* Activity:
Look through the lines below and extract any with the word "Sadova".
■ ■ ■ ■ ■ ■ ■
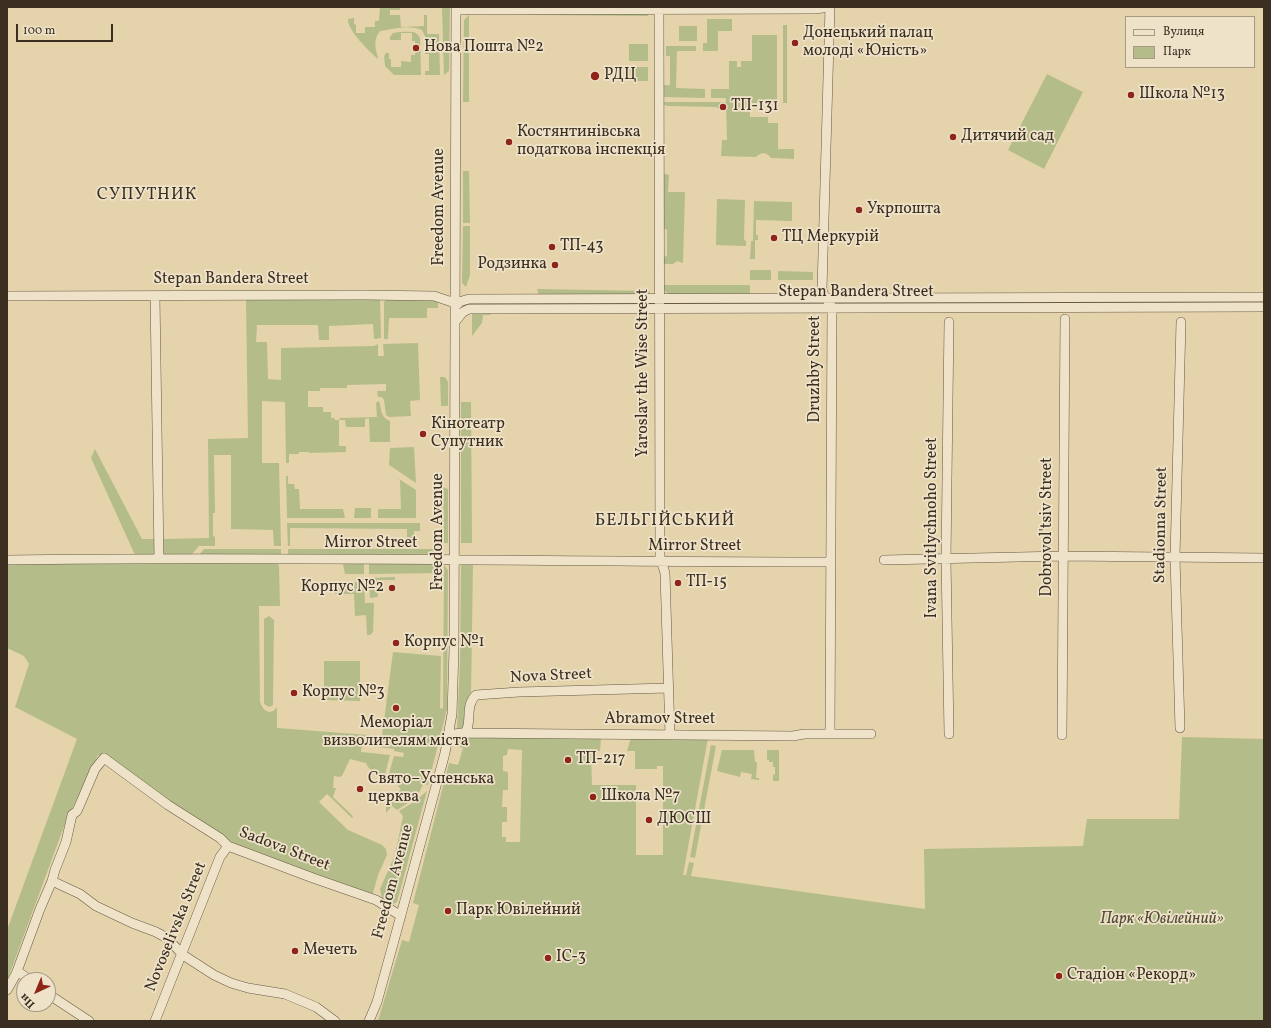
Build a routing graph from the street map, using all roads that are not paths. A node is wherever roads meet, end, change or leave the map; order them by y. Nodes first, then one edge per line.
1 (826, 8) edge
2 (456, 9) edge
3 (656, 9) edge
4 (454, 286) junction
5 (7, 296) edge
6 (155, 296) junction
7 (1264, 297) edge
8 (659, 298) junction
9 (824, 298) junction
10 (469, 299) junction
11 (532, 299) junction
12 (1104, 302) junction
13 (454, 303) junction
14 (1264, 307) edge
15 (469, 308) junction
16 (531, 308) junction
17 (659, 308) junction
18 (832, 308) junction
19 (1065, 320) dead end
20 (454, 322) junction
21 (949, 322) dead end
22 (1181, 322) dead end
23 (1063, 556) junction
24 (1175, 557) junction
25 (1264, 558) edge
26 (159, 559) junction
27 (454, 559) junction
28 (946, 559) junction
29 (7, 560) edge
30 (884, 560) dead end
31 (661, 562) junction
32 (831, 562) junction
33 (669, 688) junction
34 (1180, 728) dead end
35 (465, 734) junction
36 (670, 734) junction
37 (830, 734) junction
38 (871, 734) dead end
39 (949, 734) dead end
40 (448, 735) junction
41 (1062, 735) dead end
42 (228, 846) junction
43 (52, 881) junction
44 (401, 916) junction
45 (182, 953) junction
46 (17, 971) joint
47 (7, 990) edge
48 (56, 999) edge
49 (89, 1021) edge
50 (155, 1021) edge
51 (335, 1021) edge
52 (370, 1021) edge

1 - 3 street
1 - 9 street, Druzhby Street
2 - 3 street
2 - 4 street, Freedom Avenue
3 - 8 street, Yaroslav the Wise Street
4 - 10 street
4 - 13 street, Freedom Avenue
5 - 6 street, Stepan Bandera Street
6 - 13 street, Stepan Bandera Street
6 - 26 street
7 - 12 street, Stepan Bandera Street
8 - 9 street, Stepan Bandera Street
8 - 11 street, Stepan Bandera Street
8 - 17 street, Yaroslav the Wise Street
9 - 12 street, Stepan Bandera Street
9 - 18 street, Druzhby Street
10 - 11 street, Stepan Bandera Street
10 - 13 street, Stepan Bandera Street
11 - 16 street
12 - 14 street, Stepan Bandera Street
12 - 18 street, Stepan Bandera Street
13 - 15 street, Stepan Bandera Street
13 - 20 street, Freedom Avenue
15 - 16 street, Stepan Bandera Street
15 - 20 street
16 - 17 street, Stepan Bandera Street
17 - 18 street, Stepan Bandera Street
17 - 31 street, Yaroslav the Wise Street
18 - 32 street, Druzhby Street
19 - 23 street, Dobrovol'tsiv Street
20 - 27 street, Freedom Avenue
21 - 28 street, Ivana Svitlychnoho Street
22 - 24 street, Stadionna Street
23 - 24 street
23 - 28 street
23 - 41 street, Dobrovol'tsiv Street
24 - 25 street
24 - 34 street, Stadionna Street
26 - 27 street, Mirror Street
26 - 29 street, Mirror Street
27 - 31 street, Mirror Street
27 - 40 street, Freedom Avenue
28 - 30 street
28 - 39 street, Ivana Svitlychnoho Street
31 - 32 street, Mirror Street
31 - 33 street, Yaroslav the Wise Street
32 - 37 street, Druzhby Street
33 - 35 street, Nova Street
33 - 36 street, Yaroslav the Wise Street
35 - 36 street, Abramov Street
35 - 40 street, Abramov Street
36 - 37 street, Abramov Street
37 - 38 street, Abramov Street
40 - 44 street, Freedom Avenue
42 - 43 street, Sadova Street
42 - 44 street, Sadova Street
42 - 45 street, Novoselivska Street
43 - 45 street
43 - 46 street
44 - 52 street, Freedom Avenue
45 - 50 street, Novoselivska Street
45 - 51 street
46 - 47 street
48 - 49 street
■ ■ ■ ■ ■ ■ ■
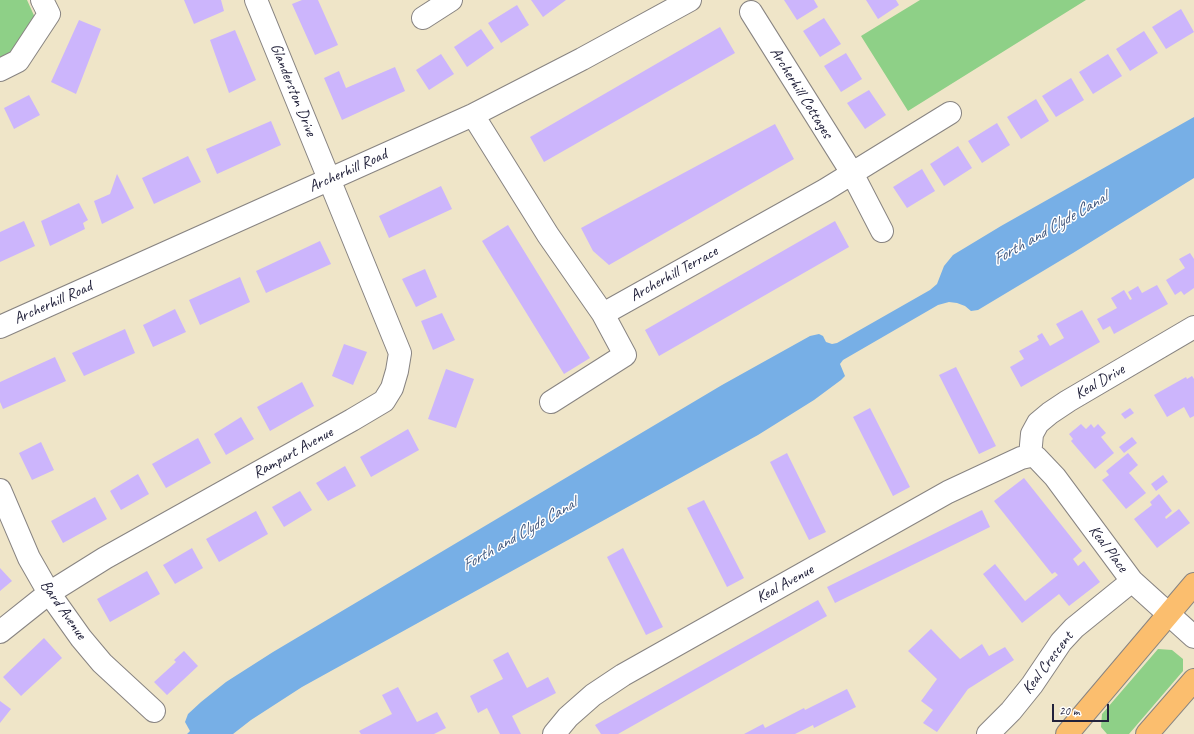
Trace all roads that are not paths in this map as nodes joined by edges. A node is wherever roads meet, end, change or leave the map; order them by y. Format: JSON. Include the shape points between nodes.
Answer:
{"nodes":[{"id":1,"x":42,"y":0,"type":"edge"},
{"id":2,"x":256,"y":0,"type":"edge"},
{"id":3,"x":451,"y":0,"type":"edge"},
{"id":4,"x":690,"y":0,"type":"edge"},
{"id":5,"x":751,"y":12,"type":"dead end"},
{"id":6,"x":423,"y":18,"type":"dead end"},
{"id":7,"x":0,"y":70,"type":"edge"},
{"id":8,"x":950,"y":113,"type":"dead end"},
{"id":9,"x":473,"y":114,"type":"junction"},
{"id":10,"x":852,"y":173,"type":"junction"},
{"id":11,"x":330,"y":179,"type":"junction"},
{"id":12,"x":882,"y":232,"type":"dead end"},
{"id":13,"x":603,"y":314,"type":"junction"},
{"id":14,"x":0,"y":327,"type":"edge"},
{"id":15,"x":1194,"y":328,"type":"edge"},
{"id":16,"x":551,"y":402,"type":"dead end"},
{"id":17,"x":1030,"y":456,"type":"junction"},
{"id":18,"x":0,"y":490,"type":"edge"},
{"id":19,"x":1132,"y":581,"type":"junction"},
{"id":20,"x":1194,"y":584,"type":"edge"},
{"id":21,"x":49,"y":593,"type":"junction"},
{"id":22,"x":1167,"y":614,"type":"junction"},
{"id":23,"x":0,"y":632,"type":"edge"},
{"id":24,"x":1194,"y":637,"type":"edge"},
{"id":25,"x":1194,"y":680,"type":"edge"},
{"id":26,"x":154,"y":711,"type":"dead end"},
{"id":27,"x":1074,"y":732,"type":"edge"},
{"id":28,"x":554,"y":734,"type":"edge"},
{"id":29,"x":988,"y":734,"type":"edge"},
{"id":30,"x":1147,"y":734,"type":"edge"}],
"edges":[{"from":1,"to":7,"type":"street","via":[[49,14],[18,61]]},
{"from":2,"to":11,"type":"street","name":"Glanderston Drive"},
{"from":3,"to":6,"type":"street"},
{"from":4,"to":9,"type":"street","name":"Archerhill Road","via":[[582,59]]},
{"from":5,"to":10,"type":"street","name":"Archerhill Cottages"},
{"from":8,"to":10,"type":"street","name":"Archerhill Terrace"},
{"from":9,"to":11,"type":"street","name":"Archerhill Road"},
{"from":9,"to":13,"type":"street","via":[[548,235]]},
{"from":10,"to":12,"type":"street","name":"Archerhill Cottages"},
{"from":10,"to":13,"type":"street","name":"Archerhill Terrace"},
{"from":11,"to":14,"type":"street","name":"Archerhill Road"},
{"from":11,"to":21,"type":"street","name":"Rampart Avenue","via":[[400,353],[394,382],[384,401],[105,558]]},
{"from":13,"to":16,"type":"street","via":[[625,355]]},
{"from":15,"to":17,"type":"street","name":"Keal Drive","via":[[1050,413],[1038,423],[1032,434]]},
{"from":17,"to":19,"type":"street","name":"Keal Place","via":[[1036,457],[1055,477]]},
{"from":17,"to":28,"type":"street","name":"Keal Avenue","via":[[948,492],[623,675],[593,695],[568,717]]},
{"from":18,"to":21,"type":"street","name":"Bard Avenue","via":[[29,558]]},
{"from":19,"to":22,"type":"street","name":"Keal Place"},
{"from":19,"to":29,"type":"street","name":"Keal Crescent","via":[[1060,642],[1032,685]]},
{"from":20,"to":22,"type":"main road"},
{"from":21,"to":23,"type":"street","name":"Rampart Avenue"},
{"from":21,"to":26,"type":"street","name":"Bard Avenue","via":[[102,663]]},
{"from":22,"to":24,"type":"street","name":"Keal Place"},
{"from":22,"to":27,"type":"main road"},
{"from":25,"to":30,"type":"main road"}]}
■ ■ ■ ■ ■ ■ ■
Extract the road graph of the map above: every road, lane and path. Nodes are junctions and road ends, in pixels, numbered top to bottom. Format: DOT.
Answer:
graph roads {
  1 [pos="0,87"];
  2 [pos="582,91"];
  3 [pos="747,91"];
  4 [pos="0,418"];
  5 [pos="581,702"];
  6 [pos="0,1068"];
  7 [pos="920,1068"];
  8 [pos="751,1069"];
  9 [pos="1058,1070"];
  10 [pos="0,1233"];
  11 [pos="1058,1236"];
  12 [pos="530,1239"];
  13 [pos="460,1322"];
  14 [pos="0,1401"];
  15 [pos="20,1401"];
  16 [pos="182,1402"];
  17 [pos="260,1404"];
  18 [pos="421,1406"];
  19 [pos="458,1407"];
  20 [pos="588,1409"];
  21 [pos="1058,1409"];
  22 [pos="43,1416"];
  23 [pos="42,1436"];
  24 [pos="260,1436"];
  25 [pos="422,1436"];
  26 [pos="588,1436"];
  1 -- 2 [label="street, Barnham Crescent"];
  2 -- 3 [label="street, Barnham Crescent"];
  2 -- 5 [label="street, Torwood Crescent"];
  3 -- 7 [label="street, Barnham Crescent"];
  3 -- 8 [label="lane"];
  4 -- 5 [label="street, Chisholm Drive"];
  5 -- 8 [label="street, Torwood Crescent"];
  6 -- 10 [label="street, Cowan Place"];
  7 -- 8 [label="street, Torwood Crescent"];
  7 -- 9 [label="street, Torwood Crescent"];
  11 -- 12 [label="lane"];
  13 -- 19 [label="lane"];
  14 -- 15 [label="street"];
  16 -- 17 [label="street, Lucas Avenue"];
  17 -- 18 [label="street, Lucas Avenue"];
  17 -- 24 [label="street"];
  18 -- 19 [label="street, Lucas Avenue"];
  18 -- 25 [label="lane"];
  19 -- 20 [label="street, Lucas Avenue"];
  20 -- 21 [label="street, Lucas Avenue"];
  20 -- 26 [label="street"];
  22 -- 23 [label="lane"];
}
■ ■ ■ ■ ■ ■ ■
* Answer section:
42 - 43 street, Sadova Street
42 - 44 street, Sadova Street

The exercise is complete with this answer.